According to Mailbird’s Email Overload Survey, 40% of workers receive roughly 61-100 emails every day, but only around 10% of them have any relevance to their workload.  

As a result, critical work-related emails can be hard to find. One third of workers surveyed said they need to spend three to five hours per week managing their email inboxes — 39% say they spend more than six hours per week managing emails.   

When workers have to spend considerable time digging through their inboxes to find relevant emails, it becomes frustrating and time-wasting. Workers could undoubtedly spend six-plus hours each week doing more productive and meaningful activities.  

No escape from email stress 

It is evident from Mailbird’s research that part of the stress related to work emails comes from their perpetual accessibility through smartphones. 

Before the internet, emails and smartphones, time outside of work hours was typically a break from seeing work-related materials. It was customary to associate that time with intrinsically reducing stress levels.   

Things are much more complicated than that now because of constant access to emails on smartphones, which most people carry with them all day.  

For example, if a few hours go by without checking emails, most workers (71.1%) will not become stressed. However, that lowers to just half (51.6%) when workers ignore emails for a whole weekend; and a mere 15.6% when a week has passed with neglecting emails.  

In other words, there is a strong correlation between the duration of time workers do not look at their work-related emails and stress levels.  

This type of correlation is not unique to the age of modern technology. For example, Friedrich Nietzsche’s philosophy from the late 19th century suggests that it is an essential attribute of human nature to become uneased by such inactivity from work.  

Constant email access has amplified this correlation of stress and inactivity with work; 48.8% of workers rank missing out on critical work-related emails as the deepest concern in relation to stress from not checking emails.  

However, this problem is essentially tied to workers’ cluttered emails.  

Organize and eliminate to decrease stress 

Here are two strategies to cope with cluttered email inboxes and lower stress.  

1. Deleting work-related apps 

The first strategy worth considering is deleting all work-related materials from your phone and letting others at work know you’ve done so.  

“It is stressful to feel the need to check all the time.”  

Saying something like this will get others to understand and respect your choice in most workspaces; work-related emails are rarely important enough that they cannot wait until workers are in the office during work hours to see them.  

When you’ve established such a norm with yourself and your colleagues, the exterior standard of needing to check emails outside of work hours will likely have less of an influence and, therefore, will produce less stress.  

2. Managing email inbox size and inputs. 

In some workspaces, however, constant contact is non-negotiable. In these and all other cases, managing email inbox size and inputs is critical.

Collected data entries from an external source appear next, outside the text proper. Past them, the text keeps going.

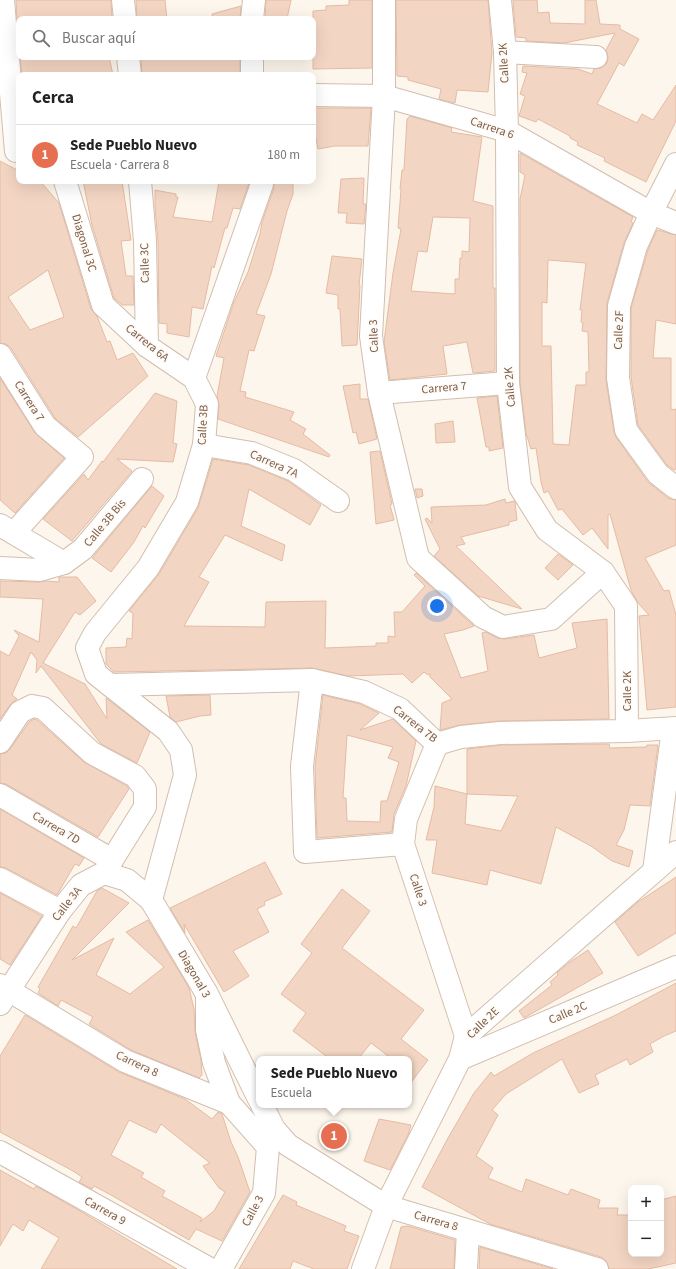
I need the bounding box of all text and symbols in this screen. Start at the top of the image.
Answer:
search box [16,16,316,60]
icon: search [30,27,52,49]
text: Buscar aquí [62,28,135,49]
street label: Calle 2K [494,42,514,84]
text: Cerca [32,86,74,110]
street label: Carrera 6 [468,113,516,143]
text: Sede Pueblo Nuevo [70,135,197,156]
text: 1 [42,146,48,164]
text: 180 m [267,146,300,164]
text: Escuela · Carrera 8 [70,156,169,174]
street label: Diagonal 3C [67,212,101,274]
street label: Calle 3C [136,243,154,283]
street label: Calle 2F [610,310,628,350]
street label: Calle 3 [365,319,383,353]
street label: Carrera 6A [121,320,173,366]
street label: Calle 2K [500,366,520,408]
street label: Carrera 7 [10,377,48,425]
street label: Carrera 7 [421,378,467,398]
street label: Calle 3B [193,404,213,446]
street label: Carrera 7A [247,446,302,483]
street label: Calle 3B Bis [80,495,130,551]
your location [427,596,447,616]
street label: Calle 2K [619,671,636,711]
street label: Carrera 7B [389,701,441,747]
street label: Carrera 7D [29,807,83,849]
street label: Calle 3 [405,872,431,909]
street label: Calle 3A [48,883,86,925]
street label: Diagonal 3 [173,947,215,1001]
street label: Calle 2C [546,997,590,1029]
street label: Calle 2E [463,1003,503,1043]
street label: Carrera 8 [113,1047,161,1081]
popup [256,1056,412,1108]
text: Sede Pueblo Nuevo [270,1063,398,1084]
text: Escuela [270,1084,312,1102]
pin: 1 [321,1121,347,1151]
map controls [628,1185,664,1257]
button: + [628,1185,664,1221]
street label: Calle 3 [238,1192,268,1230]
street label: Carrera 9 [81,1193,129,1229]
street label: Carrera 8 [412,1207,460,1235]
button: − [628,1221,664,1257]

However, spending several hours a week doing so is untenable and needs a viable and widely applicable alternative.   

Of the respondents in Mailbird’s report, 60% said that unsubscribing from unnecessary, irrelevant, or unread newsletters or email marketing campaigns helped them to manage inbox size successfully, whereas 49% say email filters are the favorite practices for email management.  

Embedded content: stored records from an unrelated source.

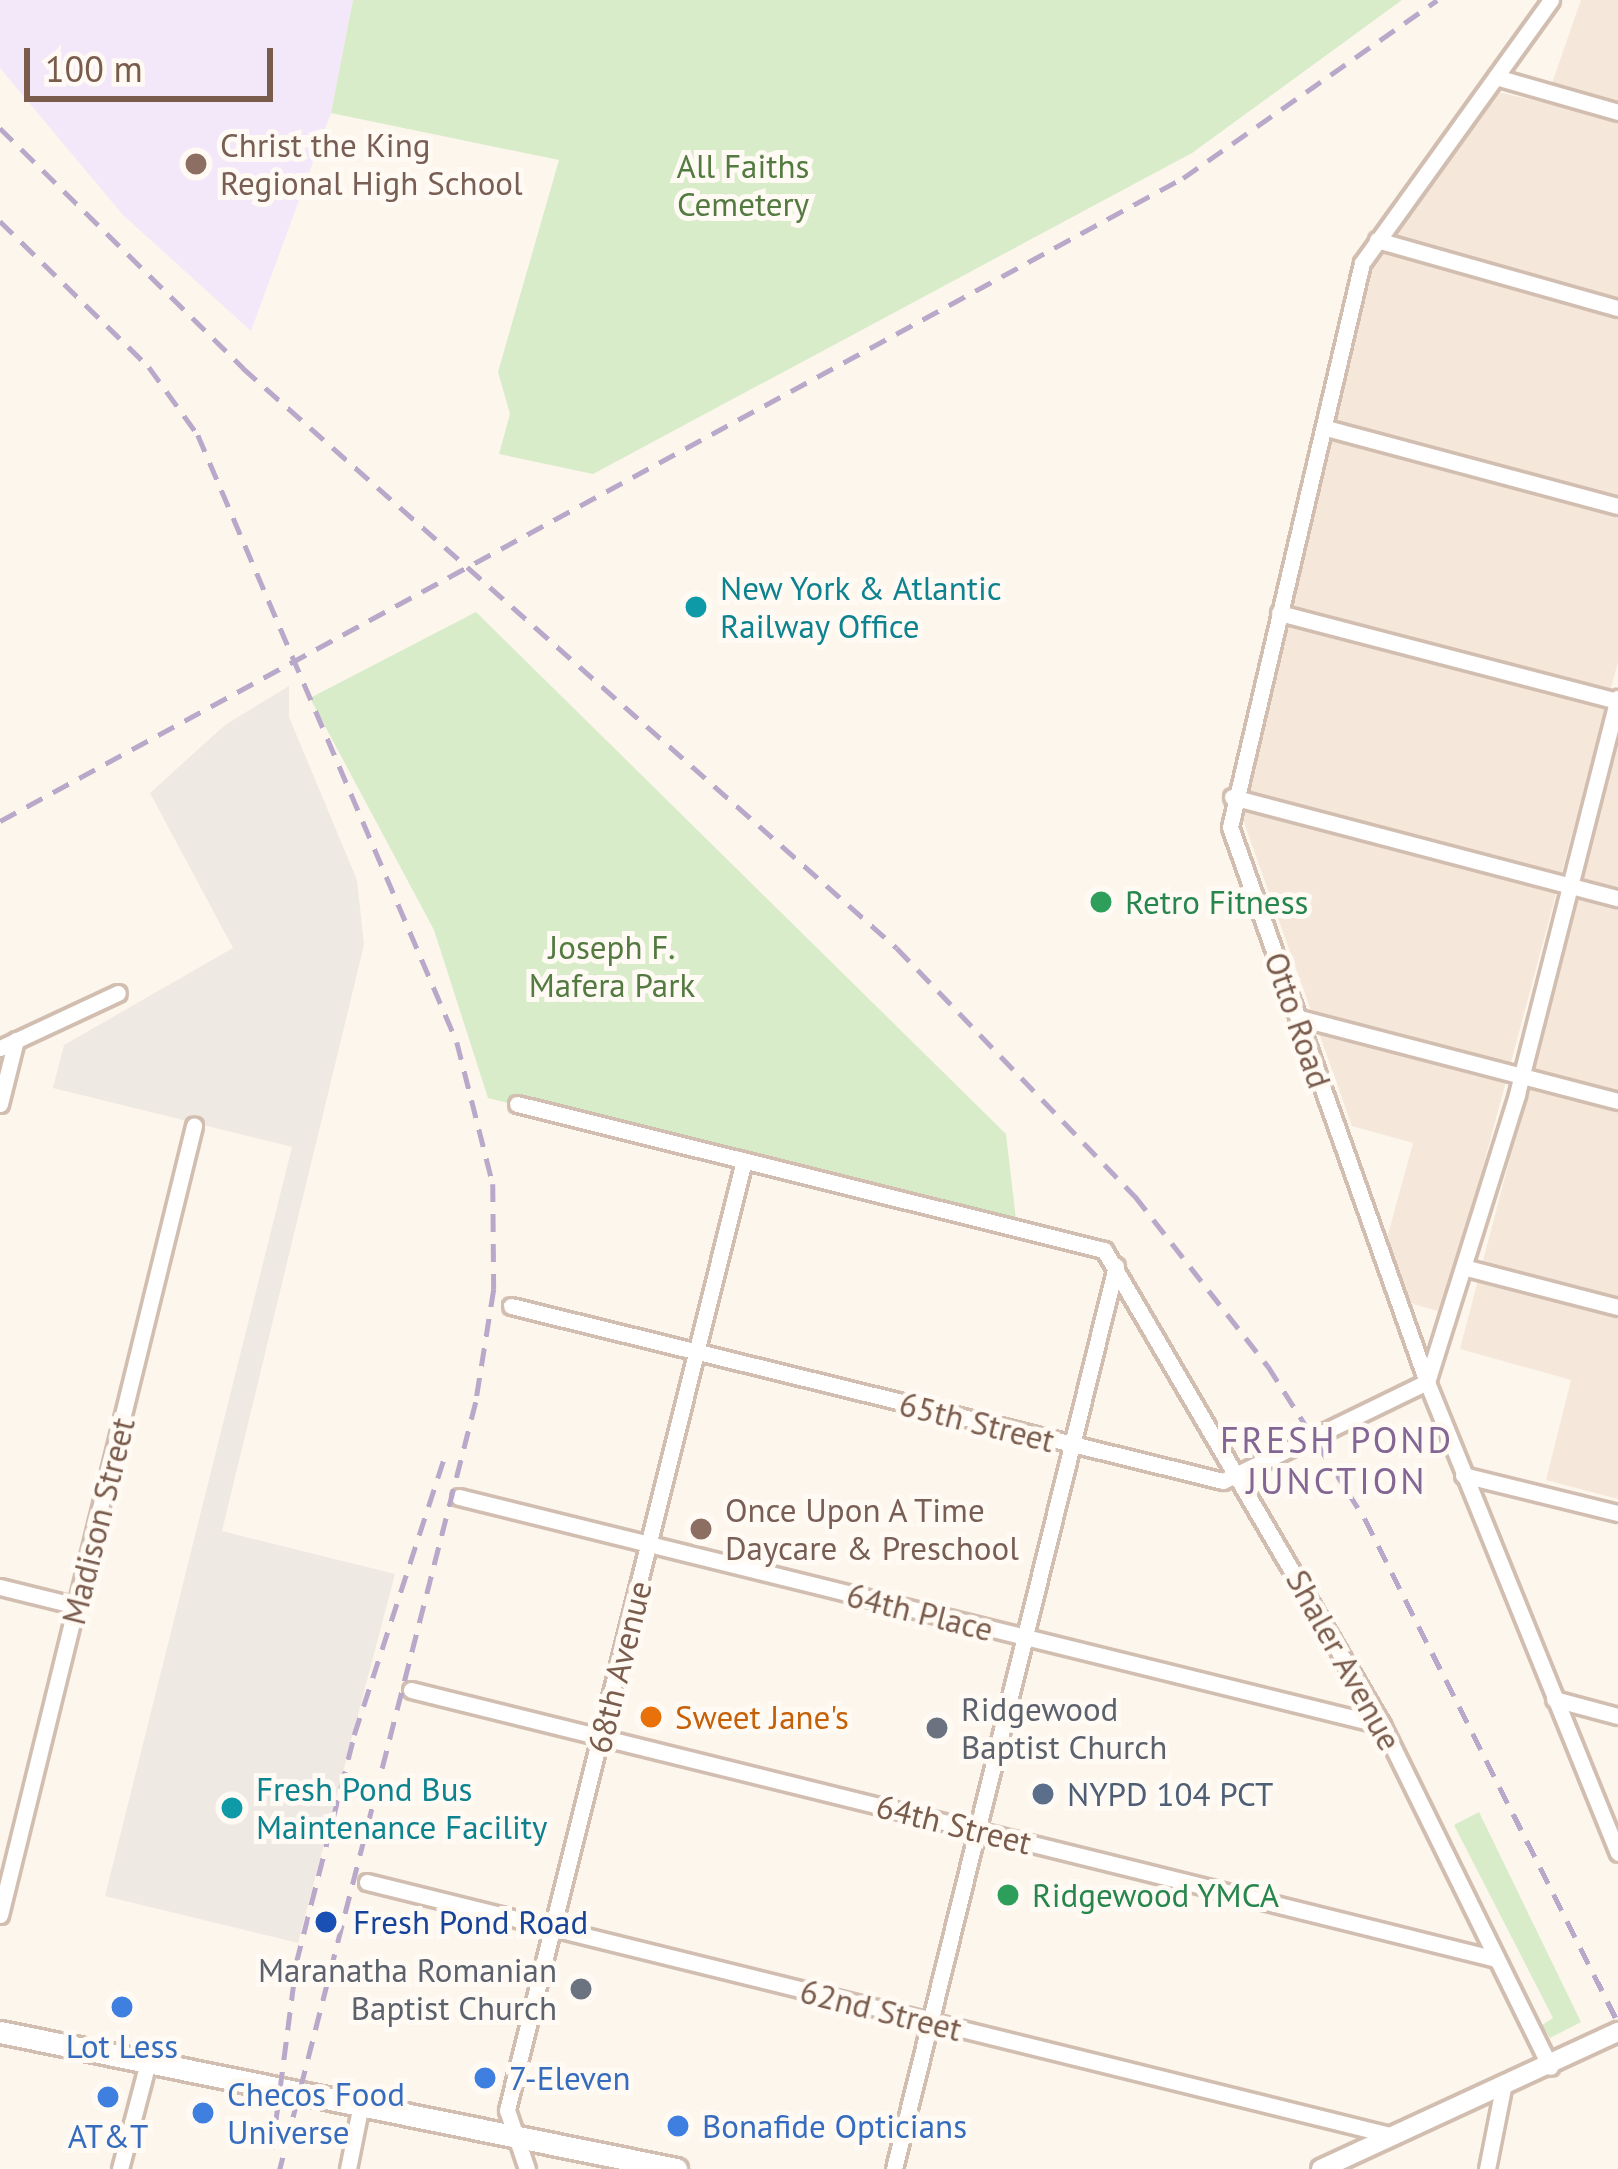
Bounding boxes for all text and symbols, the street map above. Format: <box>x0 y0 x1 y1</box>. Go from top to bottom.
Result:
scale bar <box>30 24 279 98</box>
text: 100 m <box>45 45 143 92</box>
place label: Christ the King Regional High School <box>220 125 523 203</box>
park label: All Faiths Cemetery <box>677 146 809 224</box>
marker: Christ the King Regional High School <box>183 151 209 177</box>
place label: New York & Atlantic Railway Office <box>720 568 1005 646</box>
marker: New York & Atlantic Railway Office <box>683 594 709 620</box>
place label: Retro Fitness <box>1125 882 1308 922</box>
marker: Retro Fitness <box>1088 889 1114 915</box>
park label: Joseph F. Mafera Park <box>529 927 695 1005</box>
street label: Otto Road <box>1256 947 1340 1093</box>
street label: 65th Street <box>895 1384 1059 1460</box>
street label: Madison Street <box>53 1413 143 1629</box>
district label: FRESH POND JUNCTION <box>1220 1417 1454 1502</box>
place label: Once Upon A Time Daycare & Preschool <box>725 1490 1019 1568</box>
marker: Once Upon A Time Daycare & Preschool <box>688 1516 714 1542</box>
street label: Shaler Avenue <box>1278 1562 1410 1758</box>
street label: 64th Place <box>843 1575 997 1649</box>
street label: 68th Avenue <box>578 1576 660 1758</box>
place label: Ridgewood Baptist Church <box>961 1689 1167 1767</box>
place label: Sweet Jane's <box>675 1697 849 1737</box>
marker: Sweet Jane's <box>638 1704 664 1730</box>
marker: Ridgewood Baptist Church <box>924 1715 950 1741</box>
place label: Fresh Pond Bus Maintenance Facility <box>256 1769 547 1847</box>
place label: NYPD 104 PCT <box>1067 1774 1273 1814</box>
marker: NYPD 104 PCT <box>1030 1781 1056 1807</box>
street label: 64th Street <box>872 1786 1036 1862</box>
marker: Fresh Pond Bus Maintenance Facility <box>219 1795 245 1821</box>
place label: Ridgewood YMCA <box>1032 1875 1280 1915</box>
marker: Ridgewood YMCA <box>995 1882 1021 1908</box>
place label: Fresh Pond Road <box>353 1902 588 1942</box>
marker: Fresh Pond Road <box>310 1906 342 1938</box>
place label: Maranatha Romanian Baptist Church <box>258 1950 557 2028</box>
street label: 62nd Street <box>796 1971 966 2049</box>
marker: Maranatha Romanian Baptist Church <box>568 1976 594 2002</box>
marker: Lot Less <box>109 1994 135 2020</box>
place label: Lot Less <box>66 2026 178 2066</box>
place label: 7-Eleven <box>509 2058 630 2098</box>
marker: 7-Eleven <box>472 2065 498 2091</box>
place label: Checos Food Universe <box>227 2074 405 2152</box>
marker: AT&T <box>95 2084 121 2110</box>
marker: Checos Food Universe <box>190 2100 216 2126</box>
place label: Bonafide Opticians <box>702 2106 967 2146</box>
marker: Bonafide Opticians <box>665 2113 691 2139</box>
place label: AT&T <box>68 2116 148 2156</box>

Getting at the sources of most incoming emails — social media, marketing campaigns, subscriptions, spam, industry news, etc. — and eliminating those that are unnecessary is crucial to managing email size.  

Determining which are necessary can be a challenge for many workers, as 73% say there is no formal sense of which emails are work-crucial and which are not. Consulting with managers and coworkers may help resolve ambiguities on priorities.  

Once that has been accomplished, deleting the excess may be time-consuming, and companies could consider investing in email cleaning software that can streamline this entire process, thus making it all the less stressful for workers.